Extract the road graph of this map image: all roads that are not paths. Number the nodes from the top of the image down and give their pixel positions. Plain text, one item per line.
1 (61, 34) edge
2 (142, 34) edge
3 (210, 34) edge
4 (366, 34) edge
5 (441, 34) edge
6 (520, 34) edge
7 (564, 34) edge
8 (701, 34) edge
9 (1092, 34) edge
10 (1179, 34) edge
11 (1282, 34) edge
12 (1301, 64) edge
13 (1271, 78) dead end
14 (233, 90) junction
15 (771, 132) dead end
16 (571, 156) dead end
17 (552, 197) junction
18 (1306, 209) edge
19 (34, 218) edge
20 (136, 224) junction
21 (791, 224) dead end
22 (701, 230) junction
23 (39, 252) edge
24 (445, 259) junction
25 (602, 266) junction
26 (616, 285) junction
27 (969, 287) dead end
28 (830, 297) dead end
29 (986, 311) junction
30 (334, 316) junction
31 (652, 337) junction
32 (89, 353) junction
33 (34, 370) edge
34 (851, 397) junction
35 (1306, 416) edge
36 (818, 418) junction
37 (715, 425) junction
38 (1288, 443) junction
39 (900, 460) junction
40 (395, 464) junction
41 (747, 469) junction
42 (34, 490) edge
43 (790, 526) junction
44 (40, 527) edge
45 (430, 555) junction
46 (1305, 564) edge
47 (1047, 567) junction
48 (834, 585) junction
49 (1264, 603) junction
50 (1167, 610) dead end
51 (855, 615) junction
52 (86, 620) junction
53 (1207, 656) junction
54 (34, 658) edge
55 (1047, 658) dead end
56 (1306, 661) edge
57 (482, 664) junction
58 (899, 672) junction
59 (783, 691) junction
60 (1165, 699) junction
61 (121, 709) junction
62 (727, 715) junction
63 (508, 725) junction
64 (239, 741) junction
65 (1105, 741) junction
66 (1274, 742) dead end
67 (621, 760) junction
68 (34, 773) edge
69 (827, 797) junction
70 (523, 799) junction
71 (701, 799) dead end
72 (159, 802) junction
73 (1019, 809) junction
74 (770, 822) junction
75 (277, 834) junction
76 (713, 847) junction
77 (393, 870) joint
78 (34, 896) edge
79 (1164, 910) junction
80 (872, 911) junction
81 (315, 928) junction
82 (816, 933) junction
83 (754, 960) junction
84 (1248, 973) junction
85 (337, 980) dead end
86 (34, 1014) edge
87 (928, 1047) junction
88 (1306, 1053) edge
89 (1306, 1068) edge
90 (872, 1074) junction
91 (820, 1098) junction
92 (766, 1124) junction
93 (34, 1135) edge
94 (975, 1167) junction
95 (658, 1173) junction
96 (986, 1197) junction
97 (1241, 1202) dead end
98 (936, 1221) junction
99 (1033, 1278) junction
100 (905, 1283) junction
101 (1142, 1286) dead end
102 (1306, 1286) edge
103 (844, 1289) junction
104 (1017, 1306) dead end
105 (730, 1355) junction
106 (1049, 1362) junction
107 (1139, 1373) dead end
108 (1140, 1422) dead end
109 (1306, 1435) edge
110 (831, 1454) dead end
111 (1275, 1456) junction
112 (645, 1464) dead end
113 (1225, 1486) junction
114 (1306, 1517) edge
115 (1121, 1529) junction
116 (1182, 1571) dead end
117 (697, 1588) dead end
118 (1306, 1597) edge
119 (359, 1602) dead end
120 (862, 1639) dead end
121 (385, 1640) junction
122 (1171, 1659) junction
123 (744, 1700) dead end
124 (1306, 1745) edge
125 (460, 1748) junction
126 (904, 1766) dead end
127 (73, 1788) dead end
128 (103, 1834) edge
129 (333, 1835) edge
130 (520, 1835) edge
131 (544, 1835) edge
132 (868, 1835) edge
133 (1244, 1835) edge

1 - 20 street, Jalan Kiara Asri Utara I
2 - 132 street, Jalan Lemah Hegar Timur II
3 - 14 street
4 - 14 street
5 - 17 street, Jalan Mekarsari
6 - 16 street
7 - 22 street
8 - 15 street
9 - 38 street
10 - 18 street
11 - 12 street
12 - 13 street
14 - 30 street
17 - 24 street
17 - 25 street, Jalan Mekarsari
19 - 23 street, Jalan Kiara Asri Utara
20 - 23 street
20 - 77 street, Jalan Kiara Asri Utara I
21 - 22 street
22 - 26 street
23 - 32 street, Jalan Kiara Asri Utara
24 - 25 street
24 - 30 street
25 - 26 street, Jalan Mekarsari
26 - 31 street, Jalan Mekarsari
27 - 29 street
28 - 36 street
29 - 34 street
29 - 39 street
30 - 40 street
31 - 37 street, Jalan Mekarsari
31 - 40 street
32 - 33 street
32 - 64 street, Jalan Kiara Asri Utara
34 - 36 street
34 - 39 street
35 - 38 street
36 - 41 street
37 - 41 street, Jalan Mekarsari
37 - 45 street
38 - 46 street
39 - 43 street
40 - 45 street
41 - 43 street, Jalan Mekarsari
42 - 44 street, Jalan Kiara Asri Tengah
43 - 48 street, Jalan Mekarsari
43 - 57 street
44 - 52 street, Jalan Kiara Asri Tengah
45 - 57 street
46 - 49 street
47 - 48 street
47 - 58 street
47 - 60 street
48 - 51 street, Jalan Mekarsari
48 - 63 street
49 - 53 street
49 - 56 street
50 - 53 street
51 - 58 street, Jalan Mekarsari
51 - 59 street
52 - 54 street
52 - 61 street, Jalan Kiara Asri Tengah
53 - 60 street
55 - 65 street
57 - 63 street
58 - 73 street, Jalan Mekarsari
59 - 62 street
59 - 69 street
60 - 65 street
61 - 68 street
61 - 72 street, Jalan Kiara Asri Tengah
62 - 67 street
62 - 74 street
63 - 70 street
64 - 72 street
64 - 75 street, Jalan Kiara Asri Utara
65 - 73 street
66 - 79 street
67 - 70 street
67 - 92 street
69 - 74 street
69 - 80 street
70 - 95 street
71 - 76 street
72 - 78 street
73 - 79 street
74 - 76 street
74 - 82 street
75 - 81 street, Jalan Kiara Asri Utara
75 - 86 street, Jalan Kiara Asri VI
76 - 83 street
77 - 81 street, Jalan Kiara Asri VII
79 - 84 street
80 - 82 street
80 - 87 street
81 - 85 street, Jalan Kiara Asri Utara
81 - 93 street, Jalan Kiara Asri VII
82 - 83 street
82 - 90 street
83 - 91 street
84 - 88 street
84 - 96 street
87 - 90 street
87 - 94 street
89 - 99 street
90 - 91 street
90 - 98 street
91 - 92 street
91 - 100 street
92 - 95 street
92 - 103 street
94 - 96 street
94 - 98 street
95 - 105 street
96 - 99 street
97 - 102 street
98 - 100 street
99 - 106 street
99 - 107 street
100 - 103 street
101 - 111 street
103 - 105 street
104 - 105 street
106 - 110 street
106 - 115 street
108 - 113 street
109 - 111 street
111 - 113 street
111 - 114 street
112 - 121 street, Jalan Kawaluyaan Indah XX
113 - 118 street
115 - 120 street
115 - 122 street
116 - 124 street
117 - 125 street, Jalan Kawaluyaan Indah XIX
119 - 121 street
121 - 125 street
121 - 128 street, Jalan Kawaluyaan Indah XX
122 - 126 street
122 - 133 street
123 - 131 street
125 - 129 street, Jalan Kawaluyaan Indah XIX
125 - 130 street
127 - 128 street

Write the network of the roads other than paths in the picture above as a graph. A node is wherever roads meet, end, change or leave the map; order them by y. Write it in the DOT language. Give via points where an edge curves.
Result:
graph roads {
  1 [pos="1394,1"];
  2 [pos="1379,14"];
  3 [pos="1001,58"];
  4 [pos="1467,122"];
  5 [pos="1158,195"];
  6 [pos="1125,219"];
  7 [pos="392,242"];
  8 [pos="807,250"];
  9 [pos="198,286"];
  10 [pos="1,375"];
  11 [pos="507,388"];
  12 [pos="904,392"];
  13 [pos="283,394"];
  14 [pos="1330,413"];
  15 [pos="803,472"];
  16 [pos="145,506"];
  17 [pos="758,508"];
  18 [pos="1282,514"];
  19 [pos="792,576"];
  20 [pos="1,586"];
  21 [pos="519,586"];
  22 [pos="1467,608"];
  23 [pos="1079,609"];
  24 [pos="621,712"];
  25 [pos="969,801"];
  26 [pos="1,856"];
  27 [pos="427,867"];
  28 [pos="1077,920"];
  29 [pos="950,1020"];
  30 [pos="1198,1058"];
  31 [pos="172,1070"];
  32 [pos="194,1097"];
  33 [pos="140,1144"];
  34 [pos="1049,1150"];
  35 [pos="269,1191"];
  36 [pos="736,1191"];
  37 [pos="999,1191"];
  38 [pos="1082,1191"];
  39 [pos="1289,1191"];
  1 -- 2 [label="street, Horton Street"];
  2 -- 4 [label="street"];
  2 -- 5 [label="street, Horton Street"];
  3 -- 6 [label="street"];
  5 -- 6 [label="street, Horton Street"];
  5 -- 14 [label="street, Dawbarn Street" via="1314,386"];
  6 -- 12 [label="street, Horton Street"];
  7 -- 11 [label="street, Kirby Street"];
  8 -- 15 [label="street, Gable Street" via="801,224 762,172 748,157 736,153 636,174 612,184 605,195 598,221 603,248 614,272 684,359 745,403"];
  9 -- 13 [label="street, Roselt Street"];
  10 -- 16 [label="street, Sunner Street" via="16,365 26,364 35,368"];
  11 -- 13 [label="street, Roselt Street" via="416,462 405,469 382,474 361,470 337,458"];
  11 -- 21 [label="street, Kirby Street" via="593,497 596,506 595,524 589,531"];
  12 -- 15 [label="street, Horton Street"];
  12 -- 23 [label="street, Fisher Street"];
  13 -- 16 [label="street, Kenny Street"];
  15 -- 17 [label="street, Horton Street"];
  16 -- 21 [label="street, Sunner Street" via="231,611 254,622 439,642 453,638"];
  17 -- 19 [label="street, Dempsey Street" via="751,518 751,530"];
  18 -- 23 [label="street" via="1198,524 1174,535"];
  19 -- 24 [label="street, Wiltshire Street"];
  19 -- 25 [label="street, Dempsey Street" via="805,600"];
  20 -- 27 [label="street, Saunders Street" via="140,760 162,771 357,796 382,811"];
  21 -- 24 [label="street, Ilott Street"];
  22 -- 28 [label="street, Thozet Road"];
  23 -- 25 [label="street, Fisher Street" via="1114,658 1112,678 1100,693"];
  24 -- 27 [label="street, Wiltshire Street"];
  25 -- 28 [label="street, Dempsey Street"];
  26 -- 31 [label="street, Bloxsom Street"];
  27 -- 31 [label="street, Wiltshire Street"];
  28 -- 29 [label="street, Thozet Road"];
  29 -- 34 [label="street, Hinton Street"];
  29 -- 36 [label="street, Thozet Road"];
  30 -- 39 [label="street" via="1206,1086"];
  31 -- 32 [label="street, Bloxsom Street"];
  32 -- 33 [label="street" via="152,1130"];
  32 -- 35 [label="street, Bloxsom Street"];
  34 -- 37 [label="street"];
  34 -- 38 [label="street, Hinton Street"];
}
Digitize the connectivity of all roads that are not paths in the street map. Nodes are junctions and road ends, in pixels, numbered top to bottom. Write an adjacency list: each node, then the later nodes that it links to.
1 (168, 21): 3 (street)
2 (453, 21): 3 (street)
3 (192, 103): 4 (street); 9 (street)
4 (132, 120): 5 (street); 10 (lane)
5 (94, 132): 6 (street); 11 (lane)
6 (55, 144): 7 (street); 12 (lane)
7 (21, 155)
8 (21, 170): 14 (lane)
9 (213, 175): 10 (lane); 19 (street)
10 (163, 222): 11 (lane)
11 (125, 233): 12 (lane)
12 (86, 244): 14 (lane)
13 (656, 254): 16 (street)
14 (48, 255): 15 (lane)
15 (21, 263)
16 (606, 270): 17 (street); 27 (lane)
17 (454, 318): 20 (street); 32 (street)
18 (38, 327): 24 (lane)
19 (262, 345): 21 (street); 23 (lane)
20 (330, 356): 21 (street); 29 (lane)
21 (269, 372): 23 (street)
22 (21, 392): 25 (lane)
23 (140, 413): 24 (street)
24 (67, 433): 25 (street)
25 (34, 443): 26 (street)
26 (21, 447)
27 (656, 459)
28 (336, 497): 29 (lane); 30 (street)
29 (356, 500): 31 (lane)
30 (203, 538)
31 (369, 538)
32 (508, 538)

= = = = =

Copy out each line of the data that includes the string "Write".

Write the network of the roads other than paths in the picture above as a graph. A node is wherever roads meet, end, change or leave the map; order them by y. Write it in the DOT language. Give via points where an edge curves.
Digitize the connectivity of all roads that are not paths in the street map. Nodes are junctions and road ends, in pixels, numbered top to bottom. Write an adjacency list: each node, then the later nodes that it links to.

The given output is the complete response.